# RECORDS TO PROCESS
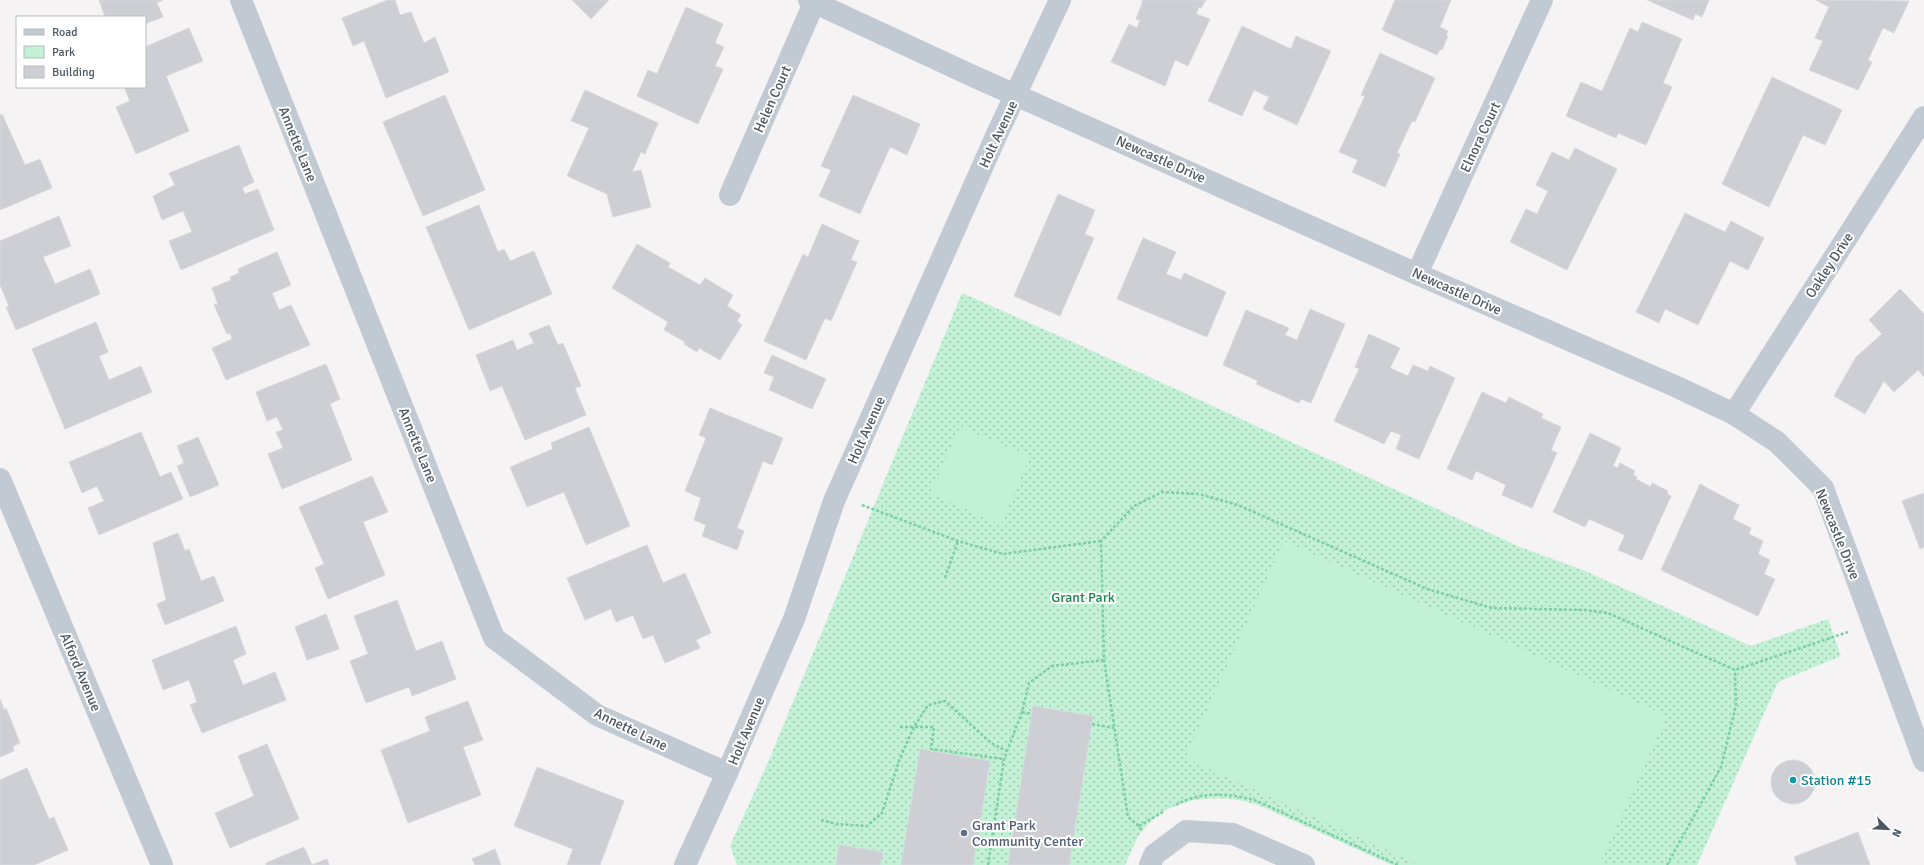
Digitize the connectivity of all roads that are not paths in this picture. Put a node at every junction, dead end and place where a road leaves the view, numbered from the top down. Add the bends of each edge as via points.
1 (241, 0) edge
2 (1060, 0) edge
3 (1542, 0) edge
4 (811, 1) edge
5 (1016, 94) junction
6 (1924, 117) edge
7 (730, 195) dead end
8 (1417, 274) junction
9 (1734, 414) junction
10 (0, 479) edge
11 (1924, 761) edge
12 (728, 773) junction
13 (1152, 860) edge
14 (162, 865) edge
15 (685, 865) edge
16 (1304, 865) edge

1 - 12 street, Annette Lane via 494,638 597,715
2 - 5 street, Holt Avenue
3 - 8 street, Elnora Court
4 - 5 street, Newcastle Drive
4 - 7 street, Helen Court
5 - 8 street, Newcastle Drive
5 - 12 street, Holt Avenue via 837,495 794,619
6 - 9 street, Oakley Drive
8 - 9 street, Newcastle Drive
9 - 11 street, Newcastle Drive via 1777,442 1823,488
10 - 14 street, Alford Avenue
12 - 15 street, Holt Avenue
13 - 16 street via 1186,831 1233,834

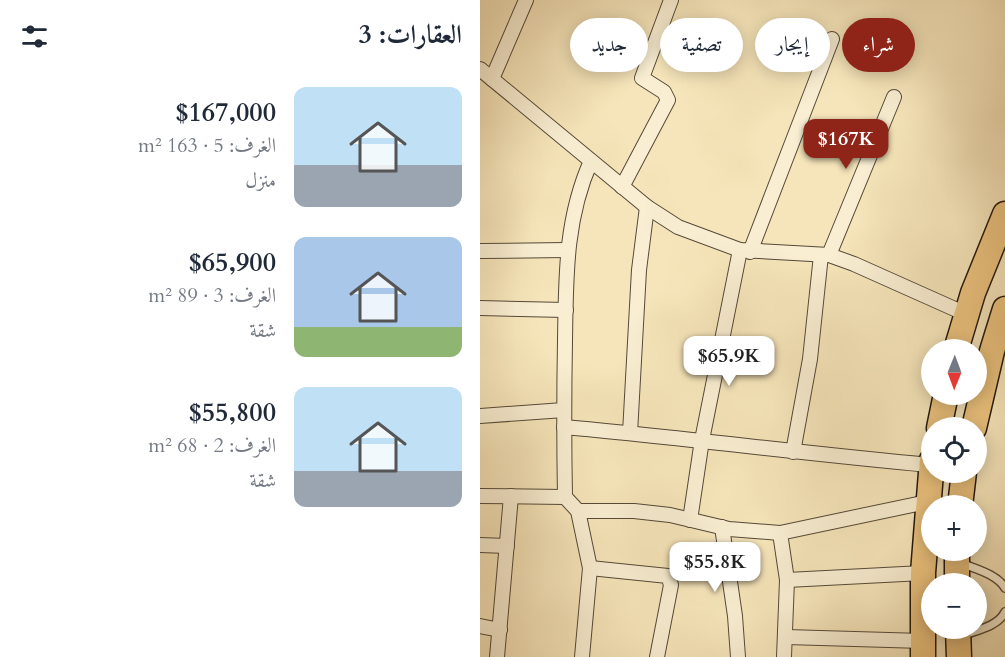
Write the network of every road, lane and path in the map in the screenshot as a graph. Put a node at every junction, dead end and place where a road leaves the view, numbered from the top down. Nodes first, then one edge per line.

# WORK REQUIRED
Make a verbatim copy of all the entries and strip out the pictures.

# SOLUTION FOR THIS PROBLEM
Digitize the connectivity of all roads that are not paths in this picture. Put a node at every junction, dead end and place where a road leaves the view, numbered from the top down. Add the bends of each edge as via points.
1 (241, 0) edge
2 (1060, 0) edge
3 (1542, 0) edge
4 (811, 1) edge
5 (1016, 94) junction
6 (1924, 117) edge
7 (730, 195) dead end
8 (1417, 274) junction
9 (1734, 414) junction
10 (0, 479) edge
11 (1924, 761) edge
12 (728, 773) junction
13 (1152, 860) edge
14 (162, 865) edge
15 (685, 865) edge
16 (1304, 865) edge

1 - 12 street, Annette Lane via 494,638 597,715
2 - 5 street, Holt Avenue
3 - 8 street, Elnora Court
4 - 5 street, Newcastle Drive
4 - 7 street, Helen Court
5 - 8 street, Newcastle Drive
5 - 12 street, Holt Avenue via 837,495 794,619
6 - 9 street, Oakley Drive
8 - 9 street, Newcastle Drive
9 - 11 street, Newcastle Drive via 1777,442 1823,488
10 - 14 street, Alford Avenue
12 - 15 street, Holt Avenue
13 - 16 street via 1186,831 1233,834

Write the network of every road, lane and path in the map in the screenshot as a graph. Put a node at every junction, dead end and place where a road leaves the view, numbered from the top down. Nodes first, then one edge per line.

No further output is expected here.